Disbelief that they could pretend with so much decorum that they know so much about what they are talking about, when it is so obvious to anyone who actually does know, that they know next to nothing about what they're talking about, and pretty much everything they think they know, is just wrong.   Disbelief at simultaneously the depths of pretension, and the depths of incompetence.

I might expect this from presidents, but not from scholars.  And certainly not two out of two.

It is never a happy experience to write about such a thing, and respect for the feelings of others makes you make every effort to give them the benefit of the doubt.  But at long last, every benefit was betrayed, every doubt, confirmed.

In the end, there was no plausible interpretation remaining  -- not even remotely -- that wasn’t just downright --- gross.  If this was a house on fire, it would be ashes, with not a single support left standing.

As I read it more carefully, more slowly, and with more distance, it only grew worse.

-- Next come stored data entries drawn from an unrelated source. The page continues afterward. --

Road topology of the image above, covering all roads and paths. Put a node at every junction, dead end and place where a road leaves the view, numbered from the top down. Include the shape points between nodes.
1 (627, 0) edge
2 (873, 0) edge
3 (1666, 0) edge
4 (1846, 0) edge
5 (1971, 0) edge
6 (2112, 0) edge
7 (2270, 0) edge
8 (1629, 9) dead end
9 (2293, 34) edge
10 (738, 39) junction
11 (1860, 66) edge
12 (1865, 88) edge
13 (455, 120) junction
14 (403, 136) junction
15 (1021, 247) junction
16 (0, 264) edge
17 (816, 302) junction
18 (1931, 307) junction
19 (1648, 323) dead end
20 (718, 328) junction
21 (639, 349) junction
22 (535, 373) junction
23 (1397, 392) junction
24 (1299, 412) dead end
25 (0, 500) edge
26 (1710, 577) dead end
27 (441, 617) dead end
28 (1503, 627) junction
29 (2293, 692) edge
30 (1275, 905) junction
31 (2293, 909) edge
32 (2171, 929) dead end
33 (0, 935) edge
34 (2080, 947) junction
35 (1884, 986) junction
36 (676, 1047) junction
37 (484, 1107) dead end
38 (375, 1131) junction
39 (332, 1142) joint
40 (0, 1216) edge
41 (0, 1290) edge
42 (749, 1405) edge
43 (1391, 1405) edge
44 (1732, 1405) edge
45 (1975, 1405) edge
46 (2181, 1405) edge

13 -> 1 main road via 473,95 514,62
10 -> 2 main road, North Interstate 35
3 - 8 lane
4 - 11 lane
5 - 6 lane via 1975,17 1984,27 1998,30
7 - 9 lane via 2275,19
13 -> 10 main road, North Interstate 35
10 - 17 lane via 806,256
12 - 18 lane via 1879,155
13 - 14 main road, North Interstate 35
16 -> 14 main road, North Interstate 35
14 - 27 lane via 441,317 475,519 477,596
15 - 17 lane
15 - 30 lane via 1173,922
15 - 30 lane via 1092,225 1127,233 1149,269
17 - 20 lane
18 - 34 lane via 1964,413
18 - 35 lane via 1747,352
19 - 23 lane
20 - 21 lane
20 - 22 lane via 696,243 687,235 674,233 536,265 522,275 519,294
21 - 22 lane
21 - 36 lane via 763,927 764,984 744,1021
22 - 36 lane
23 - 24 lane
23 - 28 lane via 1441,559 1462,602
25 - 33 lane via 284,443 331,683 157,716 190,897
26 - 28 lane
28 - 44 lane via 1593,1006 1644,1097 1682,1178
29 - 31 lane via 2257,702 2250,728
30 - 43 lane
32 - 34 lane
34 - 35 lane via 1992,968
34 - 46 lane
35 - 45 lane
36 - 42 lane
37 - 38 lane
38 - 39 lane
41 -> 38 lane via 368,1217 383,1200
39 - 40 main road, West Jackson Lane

My co-author said we just submit to other journals. I've seen the quality of reviews from two separate people, and they are both 0 for - well I don't really care to count and there's really no point.  Just zero.  If this is any indication of future reviews, then a “passing review” would be just as arbitrary and nonsensical as a falling one, and I cannot in intellectual good conscience call that a win.

More to the point I cannot abide by a process whose practical outcome is no different than a lottery.  I can not submit my intellectual compositions to such arbitrary nonsense.  It denigrates them, it insults them.  Nor can I sit idly by while others works are so insulted.

You might as well just farm it out to entirely random people on the internet through something like Yahoo answers.  At least that way you'll likely get some people who know what they're talking about, even if most of then do not.  And if actual paper writers just submit to journal after journal until they get a hit, one might as well just simplify the process and use the law of large numbers up front.

In short, if this is peer review, i’d rather self-publish.  It'd be more credible.